The main limitation of our study is that we analyzed only one type of glomerular disease, lupus nephritis, both proliferative (Classes II, III and IV) and non-proliferative (Class V). Although the urinary hallmark is proteinuria, the pathophysiological pathways may differ. In this regard, we believe it would be interesting to evaluate glomerulonephritis of different etiologies, such as IgA and membranous nephropathies, to support the hypothesis that protein milieu can induce the increase in APEMPs and to demonstrate whether the phenotypic changes in PECs, described in our research, are independent or not of the immunologic pathogenesis of the underlying nephropathy.

However, our results obtained in LN biopsies may provide a starting point for further studies. Another limitation is that we did not perform characterization for progenitor cells using CD133/2, a well-known CD24 molecular partner. However, many studies report that CD133/2 and CD24 are co-expressed in the adult kidney [1, 5, 16, 17] allowing us to suppose that positivity for CD24 could identify progenitor-like cells.

In conclusion, our results describe two main sub-populations of hypertrophic PECs in human glomeruli in proteinuric proliferative and non-proliferative human lupus kidney biopsies, both of which express megalin, cubilin, and ClC-5, components of the macromolecular complex normally expressed by PTCs.

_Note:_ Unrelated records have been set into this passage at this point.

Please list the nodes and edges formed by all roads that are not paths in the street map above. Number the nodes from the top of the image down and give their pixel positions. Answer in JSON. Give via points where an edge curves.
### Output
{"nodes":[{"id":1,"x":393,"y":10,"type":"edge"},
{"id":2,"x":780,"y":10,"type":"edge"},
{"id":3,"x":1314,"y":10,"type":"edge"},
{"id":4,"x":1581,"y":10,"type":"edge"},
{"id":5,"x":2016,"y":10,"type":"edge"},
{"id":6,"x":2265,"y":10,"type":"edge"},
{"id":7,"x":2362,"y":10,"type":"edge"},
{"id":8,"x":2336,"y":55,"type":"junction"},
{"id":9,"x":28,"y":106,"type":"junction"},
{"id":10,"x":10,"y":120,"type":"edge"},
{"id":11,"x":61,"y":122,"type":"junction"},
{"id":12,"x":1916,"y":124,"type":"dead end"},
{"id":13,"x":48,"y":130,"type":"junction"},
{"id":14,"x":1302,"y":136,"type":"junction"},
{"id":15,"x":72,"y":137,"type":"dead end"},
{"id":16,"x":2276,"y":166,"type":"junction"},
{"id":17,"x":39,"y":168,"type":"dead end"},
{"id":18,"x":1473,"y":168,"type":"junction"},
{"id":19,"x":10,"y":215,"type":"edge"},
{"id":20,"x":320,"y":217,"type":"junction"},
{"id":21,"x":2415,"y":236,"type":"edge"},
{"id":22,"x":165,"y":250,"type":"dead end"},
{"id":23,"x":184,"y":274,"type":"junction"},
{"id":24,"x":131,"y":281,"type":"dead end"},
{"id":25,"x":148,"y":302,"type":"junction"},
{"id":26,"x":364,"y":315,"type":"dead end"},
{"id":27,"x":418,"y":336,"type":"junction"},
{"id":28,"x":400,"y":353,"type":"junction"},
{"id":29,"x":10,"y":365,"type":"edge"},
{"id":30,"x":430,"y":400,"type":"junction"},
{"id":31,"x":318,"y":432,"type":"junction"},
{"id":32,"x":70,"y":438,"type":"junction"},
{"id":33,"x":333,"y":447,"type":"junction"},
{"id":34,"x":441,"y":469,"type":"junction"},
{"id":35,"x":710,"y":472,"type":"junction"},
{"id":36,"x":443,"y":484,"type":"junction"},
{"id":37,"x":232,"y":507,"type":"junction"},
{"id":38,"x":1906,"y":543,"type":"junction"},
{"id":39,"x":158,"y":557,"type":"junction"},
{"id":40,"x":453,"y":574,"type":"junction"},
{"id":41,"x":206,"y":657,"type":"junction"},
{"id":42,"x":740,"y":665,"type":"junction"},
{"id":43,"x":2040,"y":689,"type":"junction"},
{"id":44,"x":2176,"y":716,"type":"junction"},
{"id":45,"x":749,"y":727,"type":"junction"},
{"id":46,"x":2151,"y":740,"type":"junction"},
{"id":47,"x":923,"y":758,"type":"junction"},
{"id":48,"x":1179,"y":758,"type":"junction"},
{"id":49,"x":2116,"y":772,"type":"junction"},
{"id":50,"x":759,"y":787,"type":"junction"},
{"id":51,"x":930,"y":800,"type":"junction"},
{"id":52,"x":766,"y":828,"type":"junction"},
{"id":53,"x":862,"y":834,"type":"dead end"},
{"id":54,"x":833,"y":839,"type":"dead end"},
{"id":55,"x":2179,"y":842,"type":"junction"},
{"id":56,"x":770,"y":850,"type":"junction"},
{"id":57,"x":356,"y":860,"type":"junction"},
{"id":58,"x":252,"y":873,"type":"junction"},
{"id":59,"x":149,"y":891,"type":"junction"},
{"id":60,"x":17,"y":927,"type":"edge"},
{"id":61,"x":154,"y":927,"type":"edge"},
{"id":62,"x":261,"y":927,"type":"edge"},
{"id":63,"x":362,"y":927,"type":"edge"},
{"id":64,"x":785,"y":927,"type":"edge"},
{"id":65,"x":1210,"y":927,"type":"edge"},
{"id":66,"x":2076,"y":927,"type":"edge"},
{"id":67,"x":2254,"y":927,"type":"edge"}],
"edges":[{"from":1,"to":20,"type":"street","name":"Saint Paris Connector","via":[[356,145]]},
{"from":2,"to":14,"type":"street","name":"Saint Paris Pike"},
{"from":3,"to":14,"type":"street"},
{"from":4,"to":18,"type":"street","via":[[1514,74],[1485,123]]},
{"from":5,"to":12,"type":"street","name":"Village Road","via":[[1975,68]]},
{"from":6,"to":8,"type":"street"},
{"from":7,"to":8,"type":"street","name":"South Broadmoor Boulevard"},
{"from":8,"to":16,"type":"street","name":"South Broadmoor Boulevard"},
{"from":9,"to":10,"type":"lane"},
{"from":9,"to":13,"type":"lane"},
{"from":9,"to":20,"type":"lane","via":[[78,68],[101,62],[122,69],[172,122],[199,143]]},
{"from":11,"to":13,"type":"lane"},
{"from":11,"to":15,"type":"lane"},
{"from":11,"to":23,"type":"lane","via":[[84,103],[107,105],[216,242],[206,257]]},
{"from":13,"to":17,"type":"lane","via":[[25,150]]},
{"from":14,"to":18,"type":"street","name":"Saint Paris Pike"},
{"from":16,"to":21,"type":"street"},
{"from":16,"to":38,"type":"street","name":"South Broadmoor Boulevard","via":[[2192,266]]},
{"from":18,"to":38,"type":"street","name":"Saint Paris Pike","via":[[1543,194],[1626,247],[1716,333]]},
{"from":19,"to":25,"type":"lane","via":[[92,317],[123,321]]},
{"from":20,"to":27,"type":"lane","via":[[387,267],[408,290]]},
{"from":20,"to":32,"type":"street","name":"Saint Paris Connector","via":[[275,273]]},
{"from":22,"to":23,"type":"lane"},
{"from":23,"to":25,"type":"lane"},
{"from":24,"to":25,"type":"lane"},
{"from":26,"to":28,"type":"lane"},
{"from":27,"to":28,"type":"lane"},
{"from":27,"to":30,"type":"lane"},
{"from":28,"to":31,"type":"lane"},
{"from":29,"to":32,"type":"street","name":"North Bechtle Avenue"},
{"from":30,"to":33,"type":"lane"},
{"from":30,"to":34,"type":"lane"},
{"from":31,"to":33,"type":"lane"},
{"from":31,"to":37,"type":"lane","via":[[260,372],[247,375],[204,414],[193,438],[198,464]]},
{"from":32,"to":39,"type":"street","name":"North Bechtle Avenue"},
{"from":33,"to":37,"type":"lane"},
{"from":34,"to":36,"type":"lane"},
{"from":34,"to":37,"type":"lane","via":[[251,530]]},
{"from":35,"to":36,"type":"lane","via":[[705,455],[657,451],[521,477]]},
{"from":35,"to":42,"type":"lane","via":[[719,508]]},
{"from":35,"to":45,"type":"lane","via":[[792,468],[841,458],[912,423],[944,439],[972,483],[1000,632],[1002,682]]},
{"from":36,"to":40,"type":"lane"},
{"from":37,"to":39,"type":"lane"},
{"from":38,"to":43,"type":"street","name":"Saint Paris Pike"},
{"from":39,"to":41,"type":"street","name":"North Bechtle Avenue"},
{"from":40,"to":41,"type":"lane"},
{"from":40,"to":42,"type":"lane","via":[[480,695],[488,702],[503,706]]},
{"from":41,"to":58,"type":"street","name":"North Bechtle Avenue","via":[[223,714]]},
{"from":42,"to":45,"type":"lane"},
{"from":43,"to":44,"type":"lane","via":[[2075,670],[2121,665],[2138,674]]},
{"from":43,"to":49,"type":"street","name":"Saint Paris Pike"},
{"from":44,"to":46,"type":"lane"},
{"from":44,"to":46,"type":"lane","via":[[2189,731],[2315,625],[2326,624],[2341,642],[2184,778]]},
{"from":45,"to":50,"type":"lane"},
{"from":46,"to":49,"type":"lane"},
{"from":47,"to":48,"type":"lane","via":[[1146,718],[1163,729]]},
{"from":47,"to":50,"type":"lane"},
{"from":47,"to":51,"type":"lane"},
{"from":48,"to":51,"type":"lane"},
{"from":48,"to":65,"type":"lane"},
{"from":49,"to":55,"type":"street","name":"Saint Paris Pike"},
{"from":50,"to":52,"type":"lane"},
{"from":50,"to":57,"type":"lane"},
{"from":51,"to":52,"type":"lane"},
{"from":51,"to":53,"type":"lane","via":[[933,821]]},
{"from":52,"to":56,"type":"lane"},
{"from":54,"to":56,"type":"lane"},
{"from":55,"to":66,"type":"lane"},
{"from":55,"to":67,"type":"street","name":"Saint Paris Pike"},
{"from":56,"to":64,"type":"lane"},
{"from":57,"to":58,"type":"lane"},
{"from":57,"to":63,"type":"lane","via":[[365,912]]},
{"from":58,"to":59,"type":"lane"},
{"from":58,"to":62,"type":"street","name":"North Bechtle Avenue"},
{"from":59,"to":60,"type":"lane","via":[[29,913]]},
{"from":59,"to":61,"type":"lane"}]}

The first subset seems to show characteristics of APEMP, the second is more in keeping with a PTC phenotype. In addition, our data suggest that the presence of hypertrophic PECs in the Bowman’s capsule could reflect a response to protein overload in LN, regardless of the proliferative setting. The link between proteinuria and renal disease progression remains very strong. The observation that PECs can modify their phenotype in order to counteract protein overload could be a first step toward identifying PEC phenotypes mainly involved in the formation of glomerulosclerotic lesions.